#### EXERCISE DATA ####
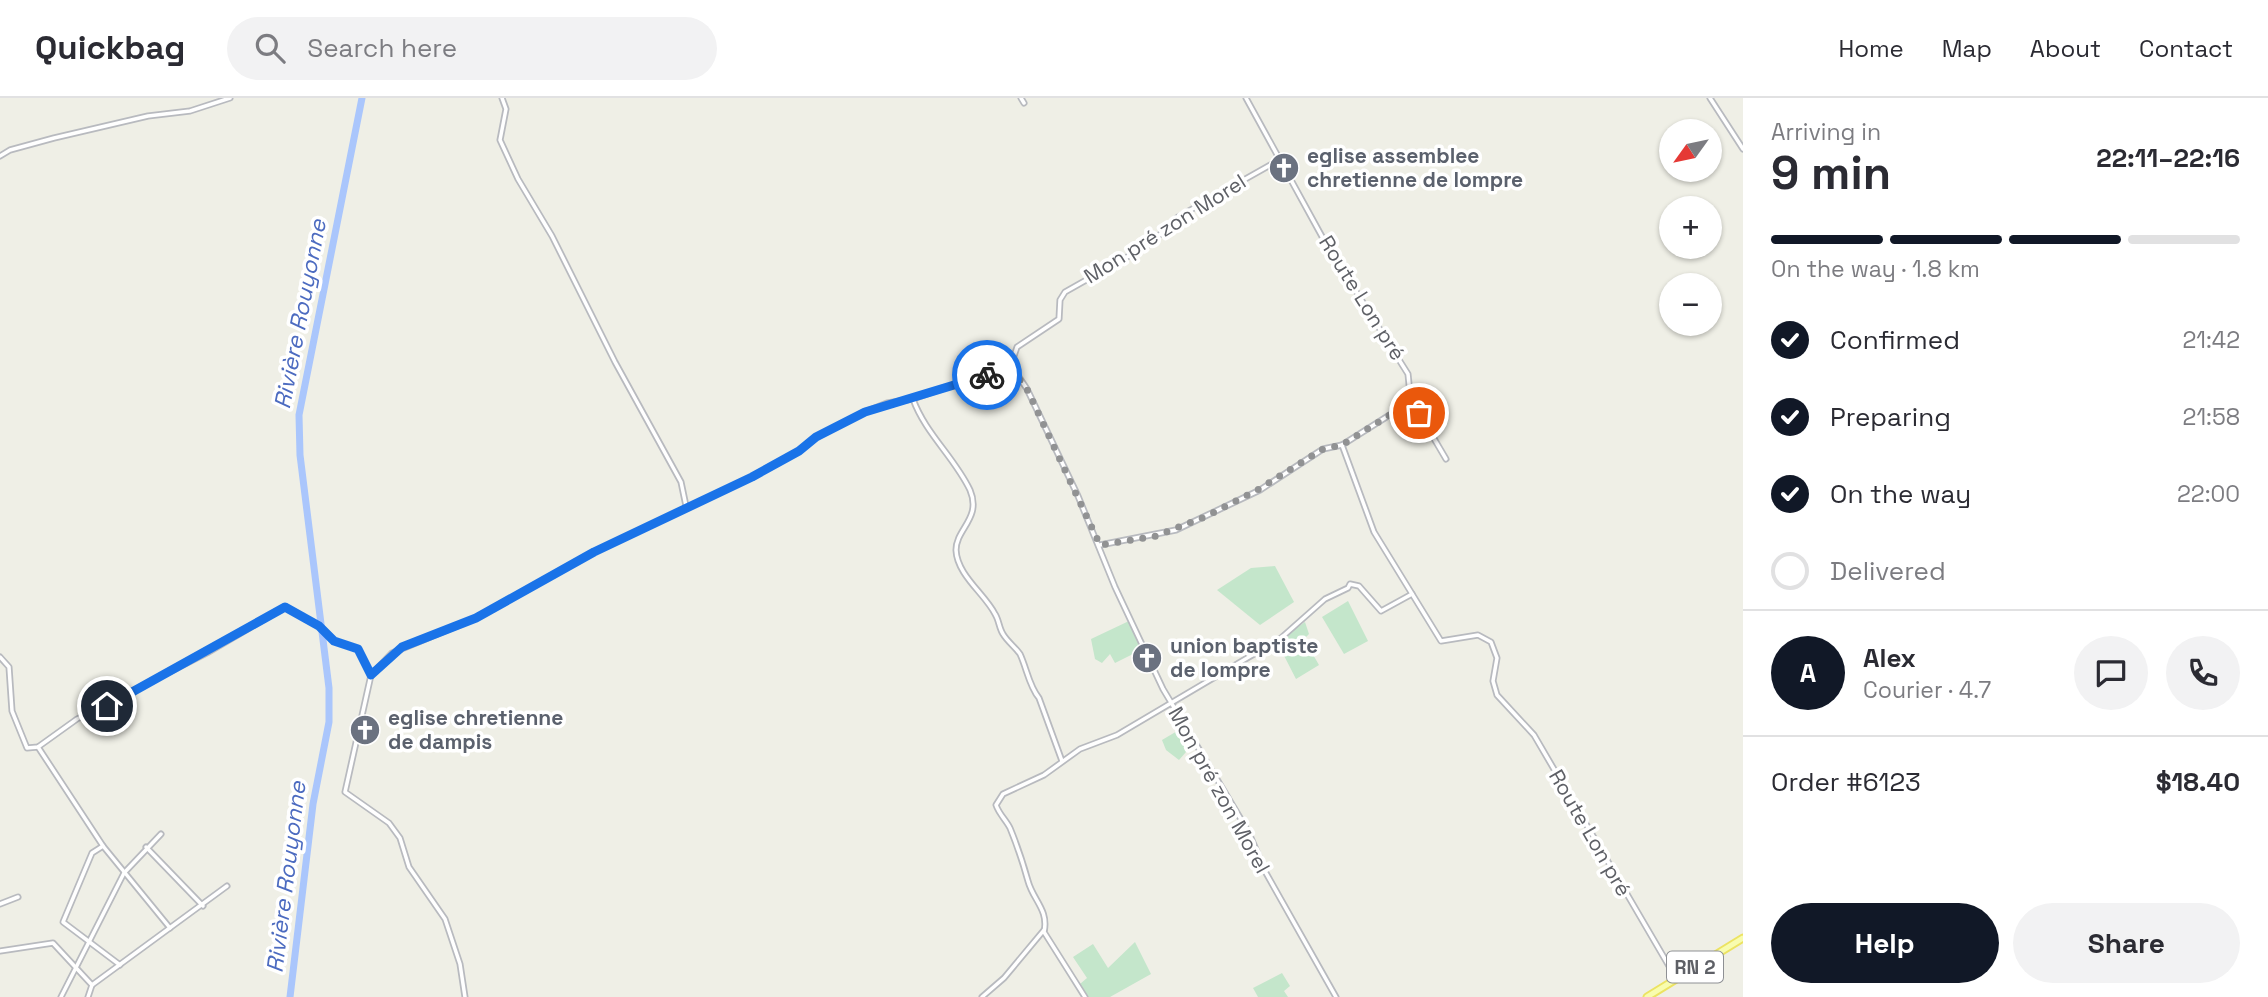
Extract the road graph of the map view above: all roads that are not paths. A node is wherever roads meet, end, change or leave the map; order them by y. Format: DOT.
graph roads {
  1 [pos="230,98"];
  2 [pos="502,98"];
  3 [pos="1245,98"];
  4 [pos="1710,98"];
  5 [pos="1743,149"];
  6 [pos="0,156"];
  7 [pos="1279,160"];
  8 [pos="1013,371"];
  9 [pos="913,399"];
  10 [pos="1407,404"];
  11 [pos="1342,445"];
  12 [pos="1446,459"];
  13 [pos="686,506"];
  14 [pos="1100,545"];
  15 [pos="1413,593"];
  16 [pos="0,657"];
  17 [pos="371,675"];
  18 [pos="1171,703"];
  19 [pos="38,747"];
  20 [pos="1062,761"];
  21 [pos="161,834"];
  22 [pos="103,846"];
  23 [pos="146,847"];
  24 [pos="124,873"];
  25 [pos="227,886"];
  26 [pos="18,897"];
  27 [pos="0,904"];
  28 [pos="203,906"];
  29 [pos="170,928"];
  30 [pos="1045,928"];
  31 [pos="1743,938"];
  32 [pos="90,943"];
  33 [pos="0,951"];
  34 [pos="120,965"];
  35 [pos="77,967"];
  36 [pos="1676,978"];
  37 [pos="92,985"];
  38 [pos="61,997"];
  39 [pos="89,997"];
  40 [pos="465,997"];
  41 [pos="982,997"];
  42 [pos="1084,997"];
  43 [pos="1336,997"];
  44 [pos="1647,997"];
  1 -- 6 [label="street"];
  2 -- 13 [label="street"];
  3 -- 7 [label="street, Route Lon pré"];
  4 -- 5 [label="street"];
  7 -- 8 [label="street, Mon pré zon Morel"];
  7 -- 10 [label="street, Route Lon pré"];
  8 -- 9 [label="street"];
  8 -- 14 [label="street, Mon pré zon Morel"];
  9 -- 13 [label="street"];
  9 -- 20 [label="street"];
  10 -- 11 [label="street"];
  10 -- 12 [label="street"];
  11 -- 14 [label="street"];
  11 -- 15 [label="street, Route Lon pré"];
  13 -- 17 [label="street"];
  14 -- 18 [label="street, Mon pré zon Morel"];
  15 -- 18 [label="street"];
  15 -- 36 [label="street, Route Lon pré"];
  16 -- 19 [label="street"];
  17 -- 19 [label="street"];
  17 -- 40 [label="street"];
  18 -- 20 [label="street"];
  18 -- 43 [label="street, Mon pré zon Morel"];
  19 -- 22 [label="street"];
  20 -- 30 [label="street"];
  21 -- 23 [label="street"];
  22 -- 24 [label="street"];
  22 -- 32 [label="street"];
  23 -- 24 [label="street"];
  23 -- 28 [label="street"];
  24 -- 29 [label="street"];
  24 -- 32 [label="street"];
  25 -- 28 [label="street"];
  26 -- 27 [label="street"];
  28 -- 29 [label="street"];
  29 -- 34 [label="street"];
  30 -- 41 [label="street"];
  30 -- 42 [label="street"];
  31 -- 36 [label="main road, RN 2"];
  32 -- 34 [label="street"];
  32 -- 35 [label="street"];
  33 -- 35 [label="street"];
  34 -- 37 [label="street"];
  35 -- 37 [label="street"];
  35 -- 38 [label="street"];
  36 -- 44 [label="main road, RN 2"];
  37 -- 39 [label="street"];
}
####
» **DIRECTIONS**: Work through the records above line by line and count those that hold the string "graph". Give only the result.

» **EXERCISE ANSWER**: 2